Sat Apr 2, 2016, 10:19 PM
Apr 2016

Both of those reviews contain exactly the kind of flawed thinking I criticized Johnson for.

Dominic Jonson (Evolution Institute review) is an professor of international relations talking about psychology. And doing it badly, by assuming game theory directly applies. It's another example of assuming the techniques of your competency (in this case international relations) are good for solving problems your competency is NOT designed to solve.
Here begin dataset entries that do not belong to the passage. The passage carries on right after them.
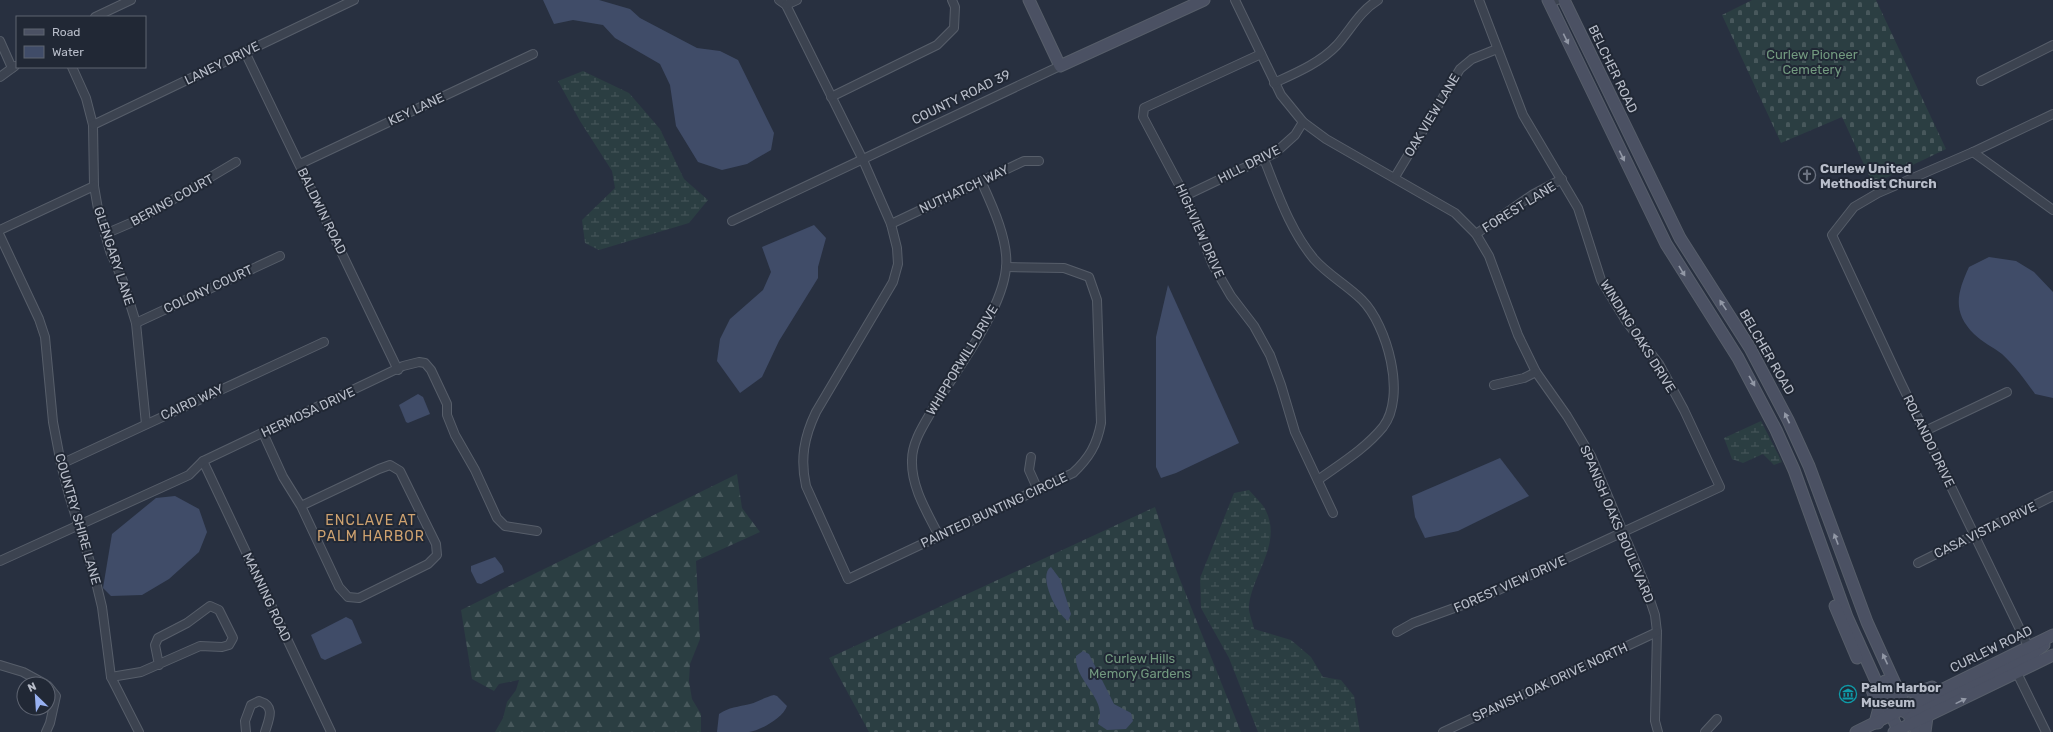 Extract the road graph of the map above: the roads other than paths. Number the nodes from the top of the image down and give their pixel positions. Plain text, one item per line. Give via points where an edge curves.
1 (131, 0) edge
2 (779, 0) edge
3 (797, 0) edge
4 (952, 0) edge
5 (1029, 0) edge
6 (1204, 0) edge
7 (1236, 0) edge
8 (1378, 0) edge
9 (1479, 0) edge
10 (1564, 0) edge
11 (352, 1) edge
12 (1551, 1) edge
13 (786, 5) junction
14 (97, 16) edge
15 (0, 41) edge
16 (2053, 45) edge
17 (1497, 49) junction
18 (245, 52) junction
19 (533, 54) dead end
20 (1261, 54) junction
21 (1060, 66) junction
22 (15, 67) edge
23 (72, 68) edge
24 (0, 78) edge
25 (1981, 81) dead end
26 (1274, 83) junction
27 (832, 97) junction
28 (2053, 114) edge
29 (1304, 122) junction
30 (94, 125) junction
31 (1973, 152) junction
32 (1264, 159) junction
33 (863, 160) junction
34 (1040, 161) dead end
35 (236, 162) dead end
36 (300, 164) junction
37 (1395, 177) junction
38 (1562, 179) junction
39 (981, 181) junction
40 (94, 186) junction
41 (1185, 196) junction
42 (2053, 210) edge
43 (732, 221) dead end
44 (891, 224) junction
45 (0, 230) edge
46 (105, 234) junction
47 (1476, 234) junction
48 (0, 236) edge
49 (280, 256) dead end
50 (1006, 267) junction
51 (136, 323) junction
52 (324, 342) dead end
53 (398, 370) junction
54 (1536, 372) junction
55 (1494, 385) dead end
56 (2007, 392) dead end
57 (146, 424) junction
58 (1924, 431) junction
59 (262, 433) junction
60 (1031, 457) dead end
61 (203, 461) junction
62 (61, 464) junction
63 (1318, 480) junction
64 (1038, 490) junction
65 (2053, 496) edge
66 (301, 506) junction
67 (1333, 513) dead end
68 (79, 525) junction
69 (537, 531) dead end
70 (1624, 532) junction
71 (1975, 534) junction
72 (939, 536) junction
73 (1824, 554) junction
74 (0, 561) edge
75 (1918, 563) dead end
76 (1396, 632) dead end
77 (1657, 632) junction
78 (2053, 635) edge
79 (2053, 639) edge
80 (2028, 646) junction
81 (2053, 655) edge
82 (1999, 661) junction
83 (0, 665) edge
84 (159, 665) junction
85 (2017, 673) junction
86 (30, 676) edge
87 (111, 677) junction
88 (1898, 687) junction
89 (52, 716) edge
90 (1927, 717) junction
91 (1717, 719) dead end
92 (1902, 722) edge
93 (1877, 727) edge
94 (46, 732) edge
95 (139, 732) edge
96 (244, 732) edge
97 (265, 732) edge
98 (331, 732) edge
99 (1443, 732) edge
100 (1658, 732) edge
101 (1705, 732) edge
102 (1856, 732) edge
103 (1925, 732) edge
104 (2046, 732) edge

1 - 14 street
2 - 13 street
3 - 13 street
4 - 27 street via 955,7 954,28 937,45
5 - 21 main road
6 - 21 main road, COUNTY ROAD 39
7 - 20 street, SPANISH OAKS BOULEVARD
8 - 26 street via 1363,12 1332,50 1303,70
9 - 17 street, WINDING OAKS DRIVE
88 -> 10 main road, BELCHER ROAD via 1867,622 1788,420 1750,348 1680,238
11 - 18 street, LANEY DRIVE
12 -> 73 main road via 1666,244 1757,390 1794,470
13 - 27 street
15 - 22 street
16 - 25 street
17 - 37 street, OAK VIEW LANE via 1472,59 1460,69
17 - 38 street, WINDING OAKS DRIVE via 1523,114
18 - 30 street, LANEY DRIVE
18 - 36 street, BALDWIN ROAD
19 - 36 street, KEY LANE
20 - 26 street, SPANISH OAKS BOULEVARD
20 - 41 street, HIGHVIEW DRIVE via 1144,108 1143,117
21 - 33 street, COUNTY ROAD 39
22 - 24 street
23 - 30 street, GLENGARY LANE via 86,98
26 - 29 street, SPANISH OAKS BOULEVARD
27 - 33 street
28 - 31 street
29 - 32 street, HILL DRIVE via 1287,144
29 - 37 street, SPANISH OAKS BOULEVARD via 1326,139
30 - 40 street, GLENGARY LANE
31 - 42 street
31 - 58 street, ROLANDO DRIVE via 1878,193 1854,207 1832,235
32 - 41 street, HILL DRIVE
32 - 63 street via 1290,223 1307,250 1327,272 1362,300 1376,319 1386,342 1391,363 1395,391 1384,425 1366,445
33 - 43 street, COUNTY ROAD 39
33 - 44 street
34 - 39 street, NUTHATCH WAY via 1024,162
35 - 46 street, BERING COURT via 140,219
36 - 53 street, BALDWIN ROAD
37 - 47 street, SPANISH OAKS BOULEVARD via 1455,213
38 - 47 street, FOREST LANE
38 - 70 street, WINDING OAKS DRIVE via 1578,208 1601,280 1626,321 1659,364 1720,487
39 - 44 street, NUTHATCH WAY
39 - 50 street, WHIPPORWILL DRIVE via 998,221
40 - 45 street
40 - 46 street, GLENGARY LANE
41 - 63 street, HIGHVIEW DRIVE via 1213,265 1270,355 1295,432
44 - 72 street, PAINTED BUNTING CIRCLE via 898,264 894,282 808,429 802,450 806,486 848,579
46 - 51 street, GLENGARY LANE
47 - 54 street, SPANISH OAKS BOULEVARD via 1489,256 1510,318
48 - 62 street, COUNTRY SHIRE LANE via 39,318 45,337 53,422
49 - 51 street, COLONY COURT
50 - 64 street, PAINTED BUNTING CIRCLE via 1064,268 1089,277 1097,300 1101,423 1098,440 1086,462 1073,473
50 - 72 street, WHIPPORWILL DRIVE via 992,313 919,433 914,446 914,480
51 - 57 street, GLENGARY LANE
52 - 57 street, CAIRD WAY
53 - 59 street, HERMOSA DRIVE
53 - 69 street, HERMOSA DRIVE via 403,366 425,363 431,370 446,404 447,415 455,435 475,470 496,518 505,526
54 - 55 street via 1524,378
54 - 70 street, SPANISH OAKS BOULEVARD via 1584,443
56 - 58 street
57 - 62 street, CAIRD WAY
58 - 71 street, ROLANDO DRIVE
59 - 61 street, HERMOSA DRIVE
59 - 66 street via 283,477
60 - 64 street via 1029,470
61 - 68 street, HERMOSA DRIVE via 189,475
61 - 98 street, MANNING ROAD
62 - 68 street, COUNTRY SHIRE LANE
63 - 67 street, HIGHVIEW DRIVE
64 - 72 street, PAINTED BUNTING CIRCLE
65 - 71 street, CASA VISTA DRIVE
66 - 66 street via 339,587 348,597 358,598 428,564 437,555 436,544 400,471 390,466
68 - 74 street, HERMOSA DRIVE
68 - 87 street, COUNTRY SHIRE LANE via 102,607
70 - 76 street, FOREST VIEW DRIVE via 1479,599 1413,623
70 - 77 street, SPANISH OAKS BOULEVARD via 1644,582
71 - 75 street, CASA VISTA DRIVE
71 - 80 street, ROLANDO DRIVE
73 - 92 main road via 1847,617
73 - 93 main road via 1831,592 1840,620 1877,701
77 - 99 street, SPANISH OAK DRIVE NORTH
77 - 100 street, SPANISH OAKS BOULEVARD via 1655,721
78 - 80 main road, CURLEW ROAD
79 - 92 main road via 2032,654 1927,706
80 - 82 main road, CURLEW ROAD
81 - 85 main road, CURLEW ROAD
82 - 88 main road via 1974,666 1920,693 1911,693
82 - 92 main road, CURLEW ROAD
83 - 86 street
84 - 84 street via 200,646 222,647 229,644 233,638 219,610 210,606 187,623 158,638 155,645
84 - 87 street via 141,672
90 -> 85 main road, CURLEW ROAD
85 - 104 street
87 - 95 street, COUNTRY SHIRE LANE
88 - 92 main road, BELCHER ROAD
89 - 94 street
90 - 92 main road, CURLEW ROAD
90 - 103 main road
91 - 101 street
92 - 93 main road, CURLEW ROAD
93 - 102 main road, CURLEW ROAD
96 - 97 street via 251,705 259,701 270,708 271,714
I didn't catch the author for the review in The Economist. But that author assumes that Evolutionary Biology is the best possible discipline to solve the question "Why do people believe in God?" In the process, they adopt several teleological arguments (extrapolating purpose/design from function). Example of how this becomes fail: an alien anthropologist looks through their telescope at the Earth on a hot day. It sees a woman fanning herself with a pamphlet she got at the doctor's office. The Alien anthropologist extrapolates purpose from function and writes an article about how humans design folded paper for use as cooling devices.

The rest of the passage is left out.